> _Problem description_: Write out each entry once more so that it matches the original exactly.

╭─ Source data

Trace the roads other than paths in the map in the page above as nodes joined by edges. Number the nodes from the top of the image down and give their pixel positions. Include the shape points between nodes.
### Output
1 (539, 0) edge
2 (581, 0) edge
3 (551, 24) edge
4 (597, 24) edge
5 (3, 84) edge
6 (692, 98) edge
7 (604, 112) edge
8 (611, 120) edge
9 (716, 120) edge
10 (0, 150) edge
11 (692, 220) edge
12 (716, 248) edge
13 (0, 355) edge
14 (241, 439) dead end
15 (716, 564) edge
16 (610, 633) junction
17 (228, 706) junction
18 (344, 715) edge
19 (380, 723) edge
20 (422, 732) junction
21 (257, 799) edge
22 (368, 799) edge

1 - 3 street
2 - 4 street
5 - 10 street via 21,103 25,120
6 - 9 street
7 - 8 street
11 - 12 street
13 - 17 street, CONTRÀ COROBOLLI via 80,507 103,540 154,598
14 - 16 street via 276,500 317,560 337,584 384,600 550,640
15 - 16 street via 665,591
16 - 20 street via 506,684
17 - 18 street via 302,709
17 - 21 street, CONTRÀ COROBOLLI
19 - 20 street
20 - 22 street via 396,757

╰─

> _Your response_:
Trace the roads other than paths in the map in the page above as nodes joined by edges. Number the nodes from the top of the image down and give their pixel positions. Include the shape points between nodes.
### Output
1 (539, 0) edge
2 (581, 0) edge
3 (551, 24) edge
4 (597, 24) edge
5 (3, 84) edge
6 (692, 98) edge
7 (604, 112) edge
8 (611, 120) edge
9 (716, 120) edge
10 (0, 150) edge
11 (692, 220) edge
12 (716, 248) edge
13 (0, 355) edge
14 (241, 439) dead end
15 (716, 564) edge
16 (610, 633) junction
17 (228, 706) junction
18 (344, 715) edge
19 (380, 723) edge
20 (422, 732) junction
21 (257, 799) edge
22 (368, 799) edge

1 - 3 street
2 - 4 street
5 - 10 street via 21,103 25,120
6 - 9 street
7 - 8 street
11 - 12 street
13 - 17 street, CONTRÀ COROBOLLI via 80,507 103,540 154,598
14 - 16 street via 276,500 317,560 337,584 384,600 550,640
15 - 16 street via 665,591
16 - 20 street via 506,684
17 - 18 street via 302,709
17 - 21 street, CONTRÀ COROBOLLI
19 - 20 street
20 - 22 street via 396,757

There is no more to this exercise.